• **TASK PROMPT**:
Within the data below, copy each line where the string "white" is found.

════════════════════

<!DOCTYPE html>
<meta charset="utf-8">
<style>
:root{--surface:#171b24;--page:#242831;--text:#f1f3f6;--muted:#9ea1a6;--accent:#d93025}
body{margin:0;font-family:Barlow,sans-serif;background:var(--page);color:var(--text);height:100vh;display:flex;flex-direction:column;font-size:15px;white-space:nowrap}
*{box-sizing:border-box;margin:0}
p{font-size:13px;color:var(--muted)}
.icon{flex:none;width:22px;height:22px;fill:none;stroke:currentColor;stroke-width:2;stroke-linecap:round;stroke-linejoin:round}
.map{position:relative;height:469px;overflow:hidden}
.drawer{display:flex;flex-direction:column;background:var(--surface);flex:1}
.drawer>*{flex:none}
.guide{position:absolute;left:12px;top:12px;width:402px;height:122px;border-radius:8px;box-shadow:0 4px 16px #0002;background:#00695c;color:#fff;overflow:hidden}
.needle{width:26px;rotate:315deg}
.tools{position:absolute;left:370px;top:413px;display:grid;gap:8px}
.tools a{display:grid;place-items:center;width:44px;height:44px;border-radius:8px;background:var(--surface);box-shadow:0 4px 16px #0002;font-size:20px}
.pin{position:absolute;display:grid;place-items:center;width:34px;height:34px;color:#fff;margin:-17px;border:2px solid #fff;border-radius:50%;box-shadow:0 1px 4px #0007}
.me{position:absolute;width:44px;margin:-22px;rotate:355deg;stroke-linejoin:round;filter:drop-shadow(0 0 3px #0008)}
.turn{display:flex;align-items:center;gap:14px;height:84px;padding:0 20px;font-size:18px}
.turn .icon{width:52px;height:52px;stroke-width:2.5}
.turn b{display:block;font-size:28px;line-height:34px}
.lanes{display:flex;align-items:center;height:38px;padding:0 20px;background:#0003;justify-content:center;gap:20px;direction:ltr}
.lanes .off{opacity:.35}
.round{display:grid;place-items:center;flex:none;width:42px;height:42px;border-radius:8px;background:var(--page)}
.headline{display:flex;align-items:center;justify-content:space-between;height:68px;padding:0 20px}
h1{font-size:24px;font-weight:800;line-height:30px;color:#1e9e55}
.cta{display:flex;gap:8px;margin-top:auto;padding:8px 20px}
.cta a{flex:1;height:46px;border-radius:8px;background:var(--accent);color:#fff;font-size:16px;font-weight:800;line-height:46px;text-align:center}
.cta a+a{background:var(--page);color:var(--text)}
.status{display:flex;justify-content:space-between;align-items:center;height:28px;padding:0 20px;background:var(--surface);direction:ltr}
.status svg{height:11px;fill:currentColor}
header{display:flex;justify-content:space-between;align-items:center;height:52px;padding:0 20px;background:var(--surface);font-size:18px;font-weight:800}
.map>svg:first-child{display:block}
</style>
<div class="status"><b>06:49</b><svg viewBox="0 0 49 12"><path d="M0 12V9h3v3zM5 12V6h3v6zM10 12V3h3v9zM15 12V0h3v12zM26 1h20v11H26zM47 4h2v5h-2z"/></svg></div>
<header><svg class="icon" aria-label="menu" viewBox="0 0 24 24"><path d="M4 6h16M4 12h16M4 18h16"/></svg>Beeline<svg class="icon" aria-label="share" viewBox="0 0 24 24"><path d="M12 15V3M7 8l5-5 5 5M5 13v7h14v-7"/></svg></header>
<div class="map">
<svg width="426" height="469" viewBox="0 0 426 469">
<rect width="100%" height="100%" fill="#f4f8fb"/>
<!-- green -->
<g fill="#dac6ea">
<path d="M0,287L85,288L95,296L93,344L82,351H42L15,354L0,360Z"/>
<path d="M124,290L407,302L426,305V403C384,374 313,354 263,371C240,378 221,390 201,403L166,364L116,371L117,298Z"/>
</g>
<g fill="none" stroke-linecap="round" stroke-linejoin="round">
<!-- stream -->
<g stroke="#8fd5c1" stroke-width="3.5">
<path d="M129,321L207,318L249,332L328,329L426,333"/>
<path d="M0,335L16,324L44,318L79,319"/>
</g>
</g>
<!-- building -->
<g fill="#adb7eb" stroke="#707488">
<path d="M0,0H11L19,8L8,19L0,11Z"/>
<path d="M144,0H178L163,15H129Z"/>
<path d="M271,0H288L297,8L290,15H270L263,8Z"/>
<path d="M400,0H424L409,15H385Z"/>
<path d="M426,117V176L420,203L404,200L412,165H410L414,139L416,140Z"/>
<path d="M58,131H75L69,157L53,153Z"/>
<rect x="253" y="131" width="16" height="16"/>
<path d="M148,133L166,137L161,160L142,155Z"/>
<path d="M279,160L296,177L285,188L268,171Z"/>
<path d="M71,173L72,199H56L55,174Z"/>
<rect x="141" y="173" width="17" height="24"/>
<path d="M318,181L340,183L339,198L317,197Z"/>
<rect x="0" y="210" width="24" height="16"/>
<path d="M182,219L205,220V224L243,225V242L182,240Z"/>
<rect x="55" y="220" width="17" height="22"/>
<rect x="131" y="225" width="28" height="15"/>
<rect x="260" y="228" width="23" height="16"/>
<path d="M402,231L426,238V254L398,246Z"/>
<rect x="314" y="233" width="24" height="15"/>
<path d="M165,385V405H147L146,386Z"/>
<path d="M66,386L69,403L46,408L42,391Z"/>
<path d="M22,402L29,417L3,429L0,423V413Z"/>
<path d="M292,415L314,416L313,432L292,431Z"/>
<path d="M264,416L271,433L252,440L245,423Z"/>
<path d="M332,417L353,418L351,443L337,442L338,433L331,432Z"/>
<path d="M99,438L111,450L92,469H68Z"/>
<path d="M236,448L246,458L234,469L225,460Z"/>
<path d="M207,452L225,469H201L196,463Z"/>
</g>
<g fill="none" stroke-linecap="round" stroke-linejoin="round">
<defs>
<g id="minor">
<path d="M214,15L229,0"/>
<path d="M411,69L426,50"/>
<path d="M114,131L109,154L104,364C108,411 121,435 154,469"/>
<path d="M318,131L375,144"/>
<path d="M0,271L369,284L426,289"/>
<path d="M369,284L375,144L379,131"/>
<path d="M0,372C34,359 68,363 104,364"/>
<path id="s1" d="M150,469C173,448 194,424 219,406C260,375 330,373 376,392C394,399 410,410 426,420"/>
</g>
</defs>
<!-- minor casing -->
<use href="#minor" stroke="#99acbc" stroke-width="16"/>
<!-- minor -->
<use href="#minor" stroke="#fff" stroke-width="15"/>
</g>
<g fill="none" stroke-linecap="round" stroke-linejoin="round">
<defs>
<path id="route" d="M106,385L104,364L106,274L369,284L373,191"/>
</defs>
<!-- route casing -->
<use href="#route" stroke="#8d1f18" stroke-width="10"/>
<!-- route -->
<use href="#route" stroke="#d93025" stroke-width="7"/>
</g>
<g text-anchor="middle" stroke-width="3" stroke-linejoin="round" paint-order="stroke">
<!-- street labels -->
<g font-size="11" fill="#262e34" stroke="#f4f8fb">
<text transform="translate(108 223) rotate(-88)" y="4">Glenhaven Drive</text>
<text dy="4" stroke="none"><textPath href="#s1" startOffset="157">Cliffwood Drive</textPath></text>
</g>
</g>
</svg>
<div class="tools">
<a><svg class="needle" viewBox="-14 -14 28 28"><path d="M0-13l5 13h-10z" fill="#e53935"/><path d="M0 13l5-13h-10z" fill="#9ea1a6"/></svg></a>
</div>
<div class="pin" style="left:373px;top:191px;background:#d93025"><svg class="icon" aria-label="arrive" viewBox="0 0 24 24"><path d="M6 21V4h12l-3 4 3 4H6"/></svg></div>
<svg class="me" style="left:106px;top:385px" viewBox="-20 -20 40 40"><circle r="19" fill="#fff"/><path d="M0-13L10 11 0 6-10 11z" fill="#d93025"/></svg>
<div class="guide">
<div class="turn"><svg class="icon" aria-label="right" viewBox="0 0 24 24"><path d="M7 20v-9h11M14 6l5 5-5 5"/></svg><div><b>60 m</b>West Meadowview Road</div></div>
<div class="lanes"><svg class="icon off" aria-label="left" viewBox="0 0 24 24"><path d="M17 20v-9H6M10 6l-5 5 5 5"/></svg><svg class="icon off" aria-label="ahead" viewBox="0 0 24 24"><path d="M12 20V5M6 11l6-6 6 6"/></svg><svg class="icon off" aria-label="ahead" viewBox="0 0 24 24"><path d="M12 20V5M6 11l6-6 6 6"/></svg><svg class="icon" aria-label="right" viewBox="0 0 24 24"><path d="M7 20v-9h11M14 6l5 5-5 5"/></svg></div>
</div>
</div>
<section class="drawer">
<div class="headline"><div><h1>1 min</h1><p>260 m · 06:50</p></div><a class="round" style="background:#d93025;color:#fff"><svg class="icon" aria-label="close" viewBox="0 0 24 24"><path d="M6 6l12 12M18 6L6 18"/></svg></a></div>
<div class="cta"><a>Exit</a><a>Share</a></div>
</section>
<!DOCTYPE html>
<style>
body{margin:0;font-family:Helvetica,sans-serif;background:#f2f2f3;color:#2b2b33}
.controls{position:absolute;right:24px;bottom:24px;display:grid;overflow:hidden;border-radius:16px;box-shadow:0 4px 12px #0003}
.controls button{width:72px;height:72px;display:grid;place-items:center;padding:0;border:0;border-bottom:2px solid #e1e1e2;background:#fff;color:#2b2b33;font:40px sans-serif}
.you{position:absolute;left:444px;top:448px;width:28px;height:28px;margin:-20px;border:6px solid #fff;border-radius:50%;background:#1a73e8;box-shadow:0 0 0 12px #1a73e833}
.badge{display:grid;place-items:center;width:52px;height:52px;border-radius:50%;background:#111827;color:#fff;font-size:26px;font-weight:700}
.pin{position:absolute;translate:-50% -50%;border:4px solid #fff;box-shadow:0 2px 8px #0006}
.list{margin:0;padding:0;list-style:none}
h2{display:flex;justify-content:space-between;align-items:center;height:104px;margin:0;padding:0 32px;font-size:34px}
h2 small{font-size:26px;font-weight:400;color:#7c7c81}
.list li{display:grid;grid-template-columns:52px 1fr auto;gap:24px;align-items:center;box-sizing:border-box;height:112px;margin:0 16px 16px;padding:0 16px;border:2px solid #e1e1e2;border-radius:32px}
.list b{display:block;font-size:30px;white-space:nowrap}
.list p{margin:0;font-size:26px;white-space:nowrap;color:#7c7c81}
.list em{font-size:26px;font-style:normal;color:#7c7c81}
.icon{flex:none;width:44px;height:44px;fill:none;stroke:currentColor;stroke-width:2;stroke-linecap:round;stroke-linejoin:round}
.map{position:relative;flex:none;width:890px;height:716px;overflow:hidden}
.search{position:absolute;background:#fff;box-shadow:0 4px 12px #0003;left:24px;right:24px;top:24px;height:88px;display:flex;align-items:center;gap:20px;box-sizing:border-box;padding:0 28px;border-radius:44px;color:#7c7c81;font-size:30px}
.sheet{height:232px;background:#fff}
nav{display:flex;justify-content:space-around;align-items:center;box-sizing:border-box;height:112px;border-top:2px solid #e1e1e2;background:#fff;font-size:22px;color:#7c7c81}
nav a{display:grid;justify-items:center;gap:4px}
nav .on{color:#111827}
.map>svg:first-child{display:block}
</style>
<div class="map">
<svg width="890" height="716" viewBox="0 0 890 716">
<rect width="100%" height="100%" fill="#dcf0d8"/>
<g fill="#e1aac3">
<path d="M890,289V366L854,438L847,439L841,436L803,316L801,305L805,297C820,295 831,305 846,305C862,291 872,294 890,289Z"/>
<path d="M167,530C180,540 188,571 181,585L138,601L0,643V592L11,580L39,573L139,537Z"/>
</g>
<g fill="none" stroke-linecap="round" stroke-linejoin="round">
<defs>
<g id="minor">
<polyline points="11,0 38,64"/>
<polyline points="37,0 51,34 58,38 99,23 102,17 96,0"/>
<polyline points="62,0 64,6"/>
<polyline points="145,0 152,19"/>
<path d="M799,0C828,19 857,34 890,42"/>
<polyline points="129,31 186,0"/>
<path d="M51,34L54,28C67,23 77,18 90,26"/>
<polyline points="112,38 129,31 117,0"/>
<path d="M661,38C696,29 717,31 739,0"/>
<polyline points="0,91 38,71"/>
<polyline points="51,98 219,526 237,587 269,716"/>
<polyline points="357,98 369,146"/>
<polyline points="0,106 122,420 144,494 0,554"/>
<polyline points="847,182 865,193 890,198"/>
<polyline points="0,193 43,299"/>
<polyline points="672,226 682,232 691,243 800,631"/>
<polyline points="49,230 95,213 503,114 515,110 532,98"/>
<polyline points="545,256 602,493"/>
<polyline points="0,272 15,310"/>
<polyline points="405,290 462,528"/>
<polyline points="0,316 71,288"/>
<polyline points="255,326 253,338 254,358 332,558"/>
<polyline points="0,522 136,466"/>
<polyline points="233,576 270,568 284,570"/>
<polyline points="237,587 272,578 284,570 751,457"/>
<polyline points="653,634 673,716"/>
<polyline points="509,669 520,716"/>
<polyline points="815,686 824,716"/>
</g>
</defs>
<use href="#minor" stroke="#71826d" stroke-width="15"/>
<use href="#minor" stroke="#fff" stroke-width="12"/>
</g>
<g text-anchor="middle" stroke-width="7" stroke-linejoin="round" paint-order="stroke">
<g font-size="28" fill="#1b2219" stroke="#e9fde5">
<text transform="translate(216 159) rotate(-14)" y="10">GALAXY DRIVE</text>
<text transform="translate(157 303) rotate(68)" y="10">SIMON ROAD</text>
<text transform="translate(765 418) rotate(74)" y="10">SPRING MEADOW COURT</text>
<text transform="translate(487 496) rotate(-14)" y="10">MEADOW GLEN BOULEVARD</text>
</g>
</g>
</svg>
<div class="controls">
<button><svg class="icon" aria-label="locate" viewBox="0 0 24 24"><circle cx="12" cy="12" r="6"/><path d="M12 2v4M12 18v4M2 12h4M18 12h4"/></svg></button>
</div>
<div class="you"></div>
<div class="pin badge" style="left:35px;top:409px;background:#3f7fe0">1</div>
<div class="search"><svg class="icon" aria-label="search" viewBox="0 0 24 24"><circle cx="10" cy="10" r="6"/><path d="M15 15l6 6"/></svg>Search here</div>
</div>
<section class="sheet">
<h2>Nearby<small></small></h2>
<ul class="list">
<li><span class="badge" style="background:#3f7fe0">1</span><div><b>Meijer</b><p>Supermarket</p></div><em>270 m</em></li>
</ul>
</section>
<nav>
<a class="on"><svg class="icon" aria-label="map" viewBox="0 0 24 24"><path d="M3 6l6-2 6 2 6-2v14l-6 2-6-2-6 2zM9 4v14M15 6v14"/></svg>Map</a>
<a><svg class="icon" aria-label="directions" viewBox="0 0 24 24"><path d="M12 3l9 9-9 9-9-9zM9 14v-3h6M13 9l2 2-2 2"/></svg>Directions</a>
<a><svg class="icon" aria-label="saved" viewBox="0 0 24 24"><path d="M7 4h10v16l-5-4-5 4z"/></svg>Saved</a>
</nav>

════════════════════

• **EXPECTED ANSWER**:
body{margin:0;font-family:Barlow,sans-serif;background:var(--page);color:var(--text);height:100vh;display:flex;flex-direction:column;font-size:15px;white-space:nowrap}
.list b{display:block;font-size:30px;white-space:nowrap}
.list p{margin:0;font-size:26px;white-space:nowrap;color:#7c7c81}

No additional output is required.